Leadership development efforts also played a heavy role, as temporary supervisors brought in to handle the crisis had no experience working for the federal government or an agency like the FDIC. Now, with the crisis mostly in the rearview mirror, Terwilliger said the focus has shifted to addressing challenges that many of his peers in the industry face, like measurement and social learning.

On measurement, Terwilliger said the agency’s learning function is working to push assessment beyond surface levels like satisfaction and smile sheets. He said by 2015 the function’s goal is to have evaluations that reach all five levels of Donald Kirkpatrick’s evaluation taxonomy.

With social learning the challenge is being cautious about finding the right mix of social technologies and more traditional approaches. “As I’ve been learning more about [social learning], we have to figure out a way to do that blended with the important foundational learning and development, because we can’t sacrifice one for the other,” Terwilliger said. “We have to find a way to integrate them.”

The World Over
Terwilliger’s path to becoming a learning professional is diverse. Born in South Korea and adopted at 2 months old by a U.S. family, he grew up as one of nine children in northern New York.

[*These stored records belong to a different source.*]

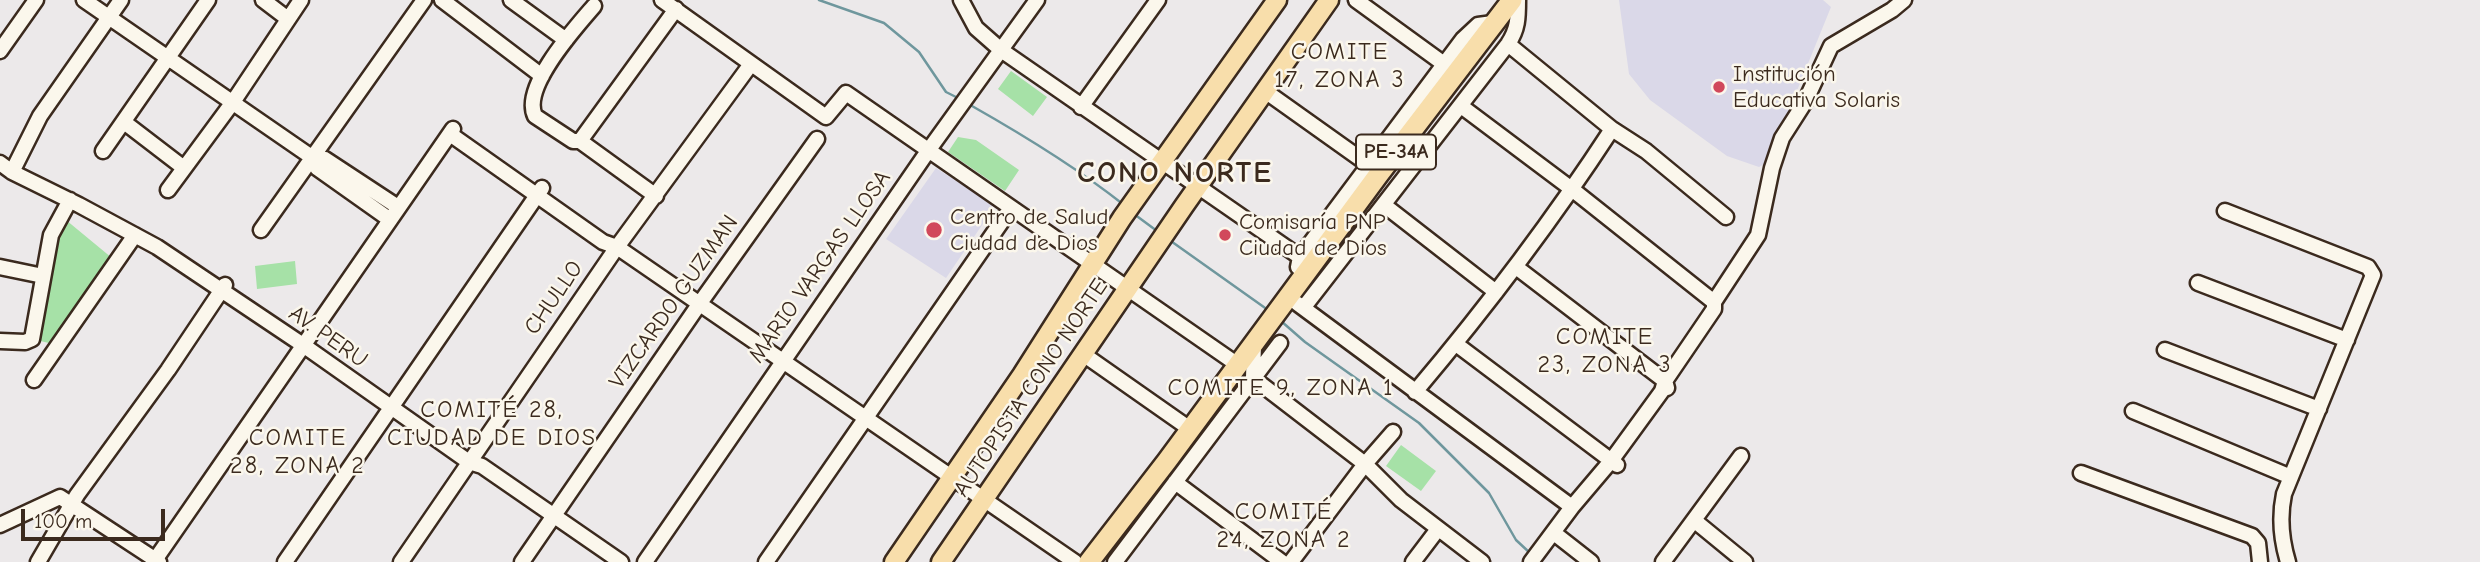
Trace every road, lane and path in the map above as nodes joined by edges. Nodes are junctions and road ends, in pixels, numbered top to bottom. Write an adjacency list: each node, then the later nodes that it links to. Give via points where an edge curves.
1 (36, 0): 28 (street)
2 (84, 0): 22 (street)
3 (121, 0): 22 (street)
4 (263, 0): 23 (street)
5 (301, 0): 23 (street)
6 (424, 0): 45 (street)
7 (442, 0): 32 (street)
8 (511, 0): 25 (street)
9 (662, 0): 21 (street)
10 (961, 0): 27 (street, via 976,28)
11 (1037, 0): 27 (street, MARIO VARGAS LLOSA)
12 (1158, 0): 36 (street)
13 (1277, 0): 46 (main road, AUTOPISTA CONO NORTE)
14 (1329, 0): 33 (main road, AUTOPISTA CONO NORTE)
15 (1356, 0): 31 (street)
16 (1512, 0): 24 (highway, PE-34A)
17 (1518, 0): 26 (street, via 1516,32)
18 (1904, 0): 75 (street, via 1831,46 1782,138 1758,234)
19 (201, 3): 29 (street)
20 (594, 6): 25 (street)
21 (676, 9): 30 (street); 41 (street)
22 (108, 18): 29 (street); 50 (street, via 40,116)
23 (288, 19): 34 (street)
24 (1493, 23): 31 (street, via 1478,25); 74 (highway, PE-34A)
25 (566, 40): 32 (street)
26 (1508, 44): 35 (street); 38 (street)
27 (1001, 50): 36 (street); 44 (street, MARIO VARGAS LLOSA)
28 (0, 51)
29 (168, 58): 34 (street); 37 (street)
30 (751, 64): 44 (street, via 826,117 846,93); 55 (street, CHULLO)
31 (1444, 64): 48 (street)
32 (542, 76): 41 (street, via 534,92 535,116)
33 (1265, 91): 48 (street); 51 (main road, AUTOPISTA CONO NORTE)
34 (233, 102): 45 (street); 49 (street)
35 (1461, 106): 53 (street); 57 (street)
36 (1081, 107): 46 (street)
37 (124, 122): 43 (street); 49 (street)
38 (1612, 129): 53 (street); 61 (street)
39 (456, 135): 54 (street); 60 (street); 80 (street)
40 (817, 139): 76 (street, VIZCARDO GUZMAN)
41 (580, 141): 55 (street)
42 (0, 151): 50 (street)
43 (103, 151)
44 (928, 151): 58 (street); 84 (street, MARIO VARGAS LLOSA)
45 (313, 158): 60 (street, via 317,168); 62 (street)
46 (1162, 162): 51 (street); 66 (main road, AUTOPISTA CONO NORTE)
47 (0, 163): 50 (street)
48 (1369, 165): 65 (street)
49 (184, 167): 52 (street)
50 (14, 168): 56 (street); 72 (street, via 159,238)
51 (1199, 186): 65 (street); 71 (main road, AUTOPISTA CONO NORTE)
52 (168, 190)
53 (1573, 190): 68 (street); 75 (street)
54 (537, 191): 64 (street, via 603,242); 89 (street)
55 (656, 196): 64 (street, CHULLO)
56 (70, 200): 63 (street); 69 (street, via 52,230)
57 (1384, 205): 73 (street); 74 (street)
58 (1011, 208): 66 (street); 92 (street)
59 (2225, 211): 77 (street, via 2368,267 2373,275)
60 (393, 213): 80 (street)
61 (1726, 217)
62 (261, 230)
63 (135, 235): 72 (street); 86 (street)
64 (617, 247): 76 (street); 96 (street, CHULLO)
65 (1300, 257): 74 (street)
66 (1094, 266): 71 (street); 100 (main road, AUTOPISTA CONO NORTE)
67 (0, 267): 69 (street)
68 (1516, 267): 73 (street); 87 (street)
69 (43, 276): 78 (street, via 32,340)
70 (2198, 283): 77 (street)
71 (1129, 288): 83 (main road, AUTOPISTA CONO NORTE); 85 (street)
72 (227, 289): 80 (street); 104 (street)
73 (1496, 292): 81 (street)
74 (1292, 300): 85 (highway, PE-34A, via 1254,344); 88 (street)
75 (1714, 302): 87 (street, via 1714,309)
76 (700, 303): 84 (street); 106 (street, VIZCARDO GUZMAN)
77 (2347, 340): 90 (street)
78 (0, 341)
79 (1280, 343): 85 (street)
80 (309, 344): 89 (street); 111 (street)
81 (1456, 344): 88 (street); 97 (street)
82 (2165, 350): 90 (street)
83 (1083, 354): 93 (street); 103 (main road, AUTOPISTA CONO NORTE)
84 (784, 360): 92 (street); 119 (street, MARIO VARGAS LLOSA)
85 (1245, 372): 93 (highway, PE-34A); 98 (street); 102 (street)
86 (34, 380)
87 (1665, 381): 97 (street)
88 (1415, 392): 105 (street)
89 (389, 403): 96 (street); 114 (street); 115 (street)
90 (2319, 409): 101 (street)
91 (2133, 411): 101 (street)
92 (866, 418): 100 (street); 120 (street)
93 (1190, 429): 124 (highway, PE-34A)
94 (1393, 432): 98 (street)
95 (1741, 456): 107 (street)
96 (474, 461): 106 (street); 116 (street, CHULLO)
97 (1614, 463): 105 (street); 110 (street)
98 (1365, 464): 109 (street); 127 (street)
99 (2081, 473): 135 (street, via 2252,536 2258,543)
100 (951, 475): 103 (street); 121 (main road, AUTOPISTA CONO NORTE)
101 (2291, 477): 136 (street, via 2280,511)
102 (1175, 482): 125 (street); 126 (street)
103 (986, 499): 122 (main road, AUTOPISTA CONO NORTE); 123 (street)
104 (78, 502): 108 (street, via 60,497); 111 (street); 112 (street); 113 (street)
105 (1572, 507): 110 (street)
106 (554, 516): 117 (street, VIZCARDO GUZMAN); 118 (street)
107 (1695, 521): 133 (street); 134 (street)
108 (0, 525)
109 (1438, 528): 128 (street); 129 (street)
110 (1558, 536): 130 (street); 131 (street); 132 (street)
111 (163, 559)
112 (38, 562)
113 (48, 562)
114 (275, 562)
115 (285, 562)
116 (401, 562)
117 (522, 562)
118 (621, 562)
119 (645, 562)
120 (766, 562)
121 (894, 562)
122 (941, 562)
123 (1075, 562)
124 (1089, 562)
125 (1115, 562)
126 (1282, 562)
127 (1291, 562)
128 (1413, 562)
129 (1482, 562)
130 (1531, 562)
131 (1541, 562)
132 (1591, 562)
133 (1663, 562)
134 (1745, 562)
135 (2260, 562)
136 (2288, 562)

“I experienced very, very dangerous situations being an Asian-American,” he said. “That helped build character. Through my career, I’ve seen that in other areas. At the end of the day you just have to dust yourself off and go on. Because I was an abandoned child and I knew my life story, I sometimes think I was born with resilience to survive and continue to move along.”

Wanting to follow his grandparents’ public-service background, Terwilliger, 55, joined the Air Force after high school, starting as a cook in food service. He planned to do one four-year tour, but ended up staying for 28 years. He occupied roles from cook to logistics planner, career field manager, as well as commandant of cadets at the University of Texas at Austin.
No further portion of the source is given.